A narrowly divided Supreme Court extended Thursday a life-support line to some 650,000 so-called “Dreamers,” allowing them to remain safe from deportation for now, while the Trump administration jumps through the administrative hoops that the court said are required before ending the DACA program.

The vote was 5-to-4, with Chief Justice John Roberts casting the decisive fifth vote that sought to bridge the liberal and conservative wings of the court.

Roberts and the court’s four liberal justices said the Department of Homeland Security’s decision to rescind DACA was arbitrary and capricious under the Administrative Procedure Act.

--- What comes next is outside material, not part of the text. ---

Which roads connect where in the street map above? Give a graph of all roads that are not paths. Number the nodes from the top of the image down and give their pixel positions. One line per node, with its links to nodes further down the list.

In his opinion, Roberts wrote: “The appropriate recourse is therefore to remand to DHS so that it may reconsider the problem anew.”





LOCAL REACTION

The Supreme Court decision has been highly anticipated in California which has the most DACA recipients of any state — about 200,000.

It is perhaps no surprise then that DACA has high levels of support in the state. A 2018 Public Policy Institute of California poll found that 81% of likely voters in California favor the protections offered by DACA.

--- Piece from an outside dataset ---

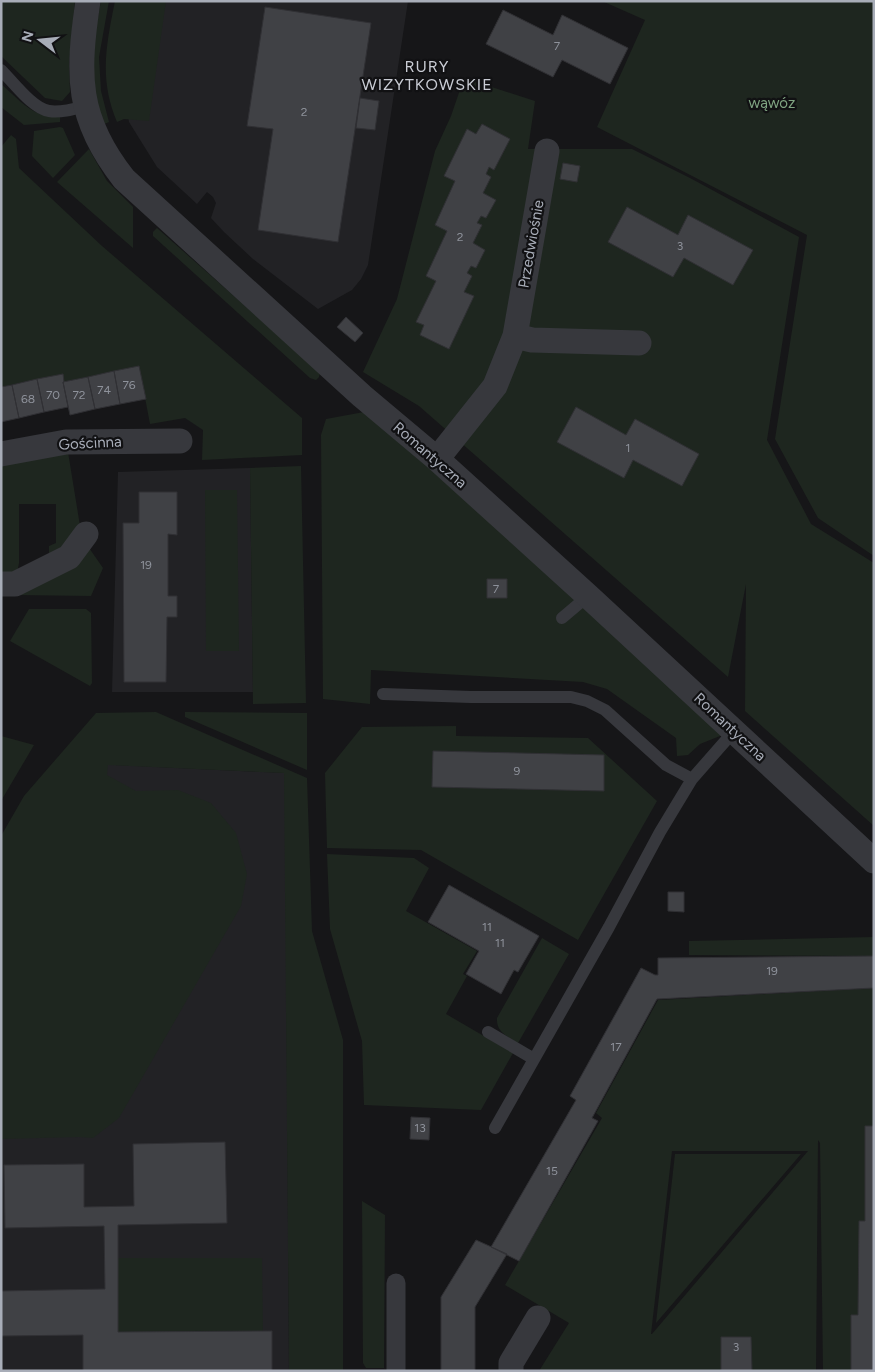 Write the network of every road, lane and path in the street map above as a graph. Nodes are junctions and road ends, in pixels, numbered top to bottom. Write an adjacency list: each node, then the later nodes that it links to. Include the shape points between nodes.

The looming court decision had been weighing heavily on DACA recipients like Christine Park, who told LAist last week that she was feeling stressed already by reports of police brutality and the pandemic.

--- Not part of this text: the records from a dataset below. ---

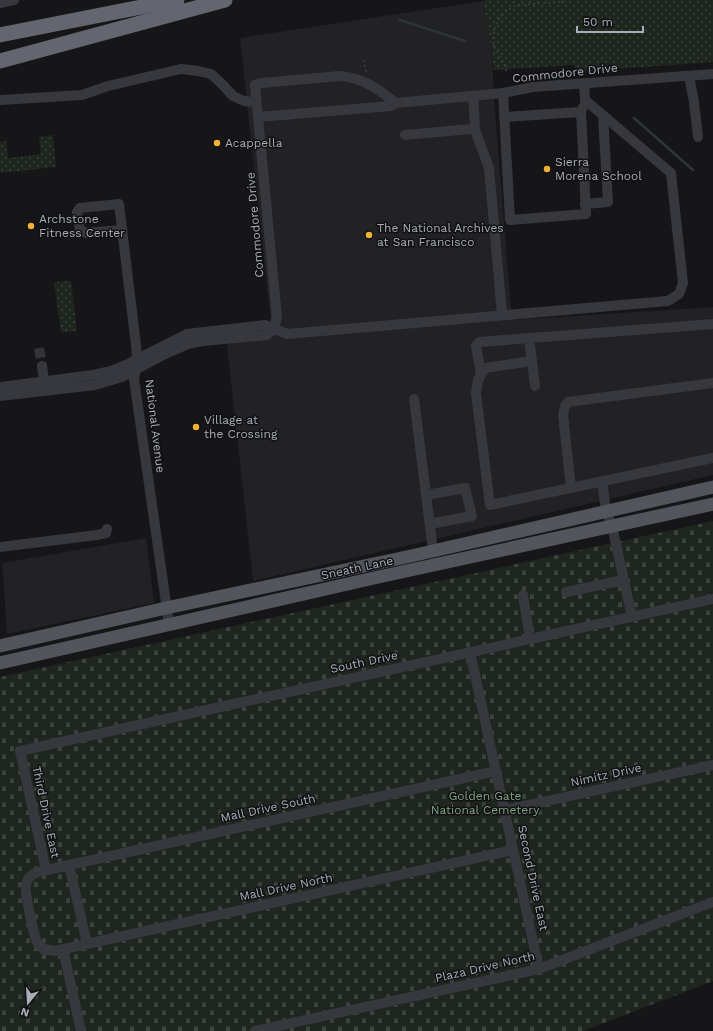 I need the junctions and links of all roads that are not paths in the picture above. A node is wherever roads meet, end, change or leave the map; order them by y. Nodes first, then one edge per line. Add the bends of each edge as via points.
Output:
1 (14, 0) edge
2 (177, 0) edge
3 (225, 0) edge
4 (0, 3) edge
5 (2, 35) edge
6 (0, 61) edge
7 (713, 74) edge
8 (689, 76) junction
9 (584, 83) junction
10 (503, 93) junction
11 (473, 97) junction
12 (0, 100) edge
13 (585, 100) junction
14 (256, 102) junction
15 (396, 103) junction
16 (581, 112) junction
17 (603, 115) junction
18 (258, 117) junction
19 (504, 117) junction
20 (474, 127) junction
21 (405, 135) dead end
22 (698, 137) dead end
23 (585, 204) junction
24 (121, 230) junction
25 (502, 314) junction
26 (713, 324) edge
27 (273, 329) junction
28 (529, 338) junction
29 (137, 359) junction
30 (532, 361) junction
31 (42, 366) tunnel mouth
32 (135, 370) junction
33 (481, 374) junction
34 (713, 382) edge
35 (45, 386) junction
36 (535, 386) dead end
37 (0, 387) edge
38 (0, 396) edge
39 (414, 399) dead end
40 (713, 458) edge
41 (602, 481) junction
42 (713, 487) edge
43 (572, 488) junction
44 (426, 495) junction
45 (713, 504) edge
46 (606, 511) junction
47 (430, 524) junction
48 (612, 526) junction
49 (107, 529) dead end
50 (0, 547) edge
51 (433, 551) junction
52 (624, 580) junction
53 (566, 592) dead end
54 (523, 595) dead end
55 (713, 599) edge
56 (166, 608) junction
57 (632, 617) junction
58 (168, 624) junction
59 (530, 639) junction
60 (0, 646) edge
61 (470, 652) junction
62 (0, 663) edge
63 (20, 752) joint
64 (713, 765) edge
65 (496, 771) junction
66 (505, 810) junction
67 (513, 850) junction
68 (69, 865) junction
69 (46, 870) junction
70 (713, 902) edge
71 (87, 944) junction
72 (63, 949) junction
73 (539, 969) junction
74 (81, 1031) edge
75 (255, 1031) edge

1 - 4 street
2 - 5 highway
3 - 6 highway
7 - 8 street, Commodore Drive
8 - 9 street, Commodore Drive
8 - 22 street
9 - 10 street, Commodore Drive via 533,87
9 - 13 street
10 - 11 street, Commodore Drive
10 - 19 street
11 - 15 street, Commodore Drive
11 - 20 street
12 - 14 street via 82,95 108,86 181,69 211,74 233,96 244,101
13 - 16 street
13 - 17 street
14 - 15 street, Commodore Drive via 255,85 261,82 340,76 362,80
14 - 18 street, Commodore Drive
15 - 18 street, Commodore Drive via 392,106
16 - 19 street
16 - 23 street
17 - 23 street via 608,202
17 - 25 street via 671,173 684,283 678,294 668,301
18 - 27 street, Commodore Drive via 277,318
19 - 23 street via 510,220 586,214
20 - 21 street
20 - 25 street via 489,168
24 - 24 street, National Avenue via 119,204 80,208 77,212 80,230 86,233
24 - 29 street, National Avenue
25 - 27 street via 287,334
26 - 28 street
27 - 29 street via 265,325 187,334
27 - 32 street via 267,335 188,344
28 - 30 street
28 - 33 street via 479,342 476,346
29 - 32 street, National Avenue
29 - 35 street via 105,372
30 - 33 street via 485,368
30 - 36 street
31 - 35 street
32 - 35 street via 95,385
32 - 56 street, National Avenue
33 - 43 street via 476,393 490,504
34 - 43 street via 568,402 564,406 563,415
35 - 37 street
35 - 38 street
39 - 44 street
40 - 41 street
41 - 43 street
41 - 46 street
42 - 46 main road, Sneath Lane
44 - 47 street
44 - 47 street via 465,488 472,516
45 - 48 main road, Sneath Lane
46 - 48 street
46 - 51 main road, Sneath Lane
47 - 51 street
48 - 52 street
48 - 58 main road, Sneath Lane
49 - 50 street via 106,533 97,535
51 - 56 main road, Sneath Lane
52 - 53 street
52 - 57 street
54 - 59 street
55 - 57 street, South Drive
56 - 58 street, National Avenue
56 - 60 main road, Sneath Lane
57 - 59 street, South Drive
58 - 62 main road, Sneath Lane
59 - 61 street, South Drive
61 - 63 street, South Drive
61 - 65 street, Second Drive East
63 - 69 street, Third Drive East
64 - 66 street, Nimitz Drive
65 - 66 street, Second Drive East
65 - 68 street, Mall Drive South
66 - 67 street, Second Drive East
67 - 71 street, Mall Drive North
67 - 73 street, Second Drive East
68 - 69 street, Mall Drive South
68 - 71 street
69 - 72 street, Third Drive East via 30,876 26,884 26,893 37,942 47,951
70 - 73 street, Plaza Drive North
71 - 72 street, Mall Drive North
72 - 74 street
73 - 75 street, Plaza Drive North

“I’m not gonna lie to you,” said the 27-year-old Park who was brought to the U.S. from South Korea by her parents when she was 10. “I have not been coping well.”

But another DACA recipient, Rodrigo Mijangos Aguilar, told LAist last week that however the justices were to rule, he was still optimistic that strong public support for DACA recipients will lead to a permanent solution approved by Congress.

He said he can’t imagine being deported to Mexico, from where his parents brought him when he was just a little over a year old.

“If I get thrown into that environment, I don’t know how well I would do,” said Mijangos Aguilar, who is 28. “I don’t know how well my peers would do. And it’s an inhumane thing to do.”

Local organizations like the Coalition for Humane Immigrant Rights of Los Angeles, known as CHIRLA, and the Korean Resource Center had been recommending that immigrants whose DACA status is expiring in the next year still renew. The thinking ahead of the decision was that even if the Supreme Court ruled unfavorably, this could build some room for their DACA protections to be phased out, rather than ended overnight.

Today CHIRLA again urged DACA recipients to renew, warning that Trump can still act to end the program if there is no legislation that lets them stay permanently.

“Today, people with DACA have a second chance; we have some breathing room now, but we re-commit today to nothing less than comprehensive immigration reform for everyone — no carve-outs, no exceptions, no deals,” said Angélica Salas, CHIRLA’s executive director.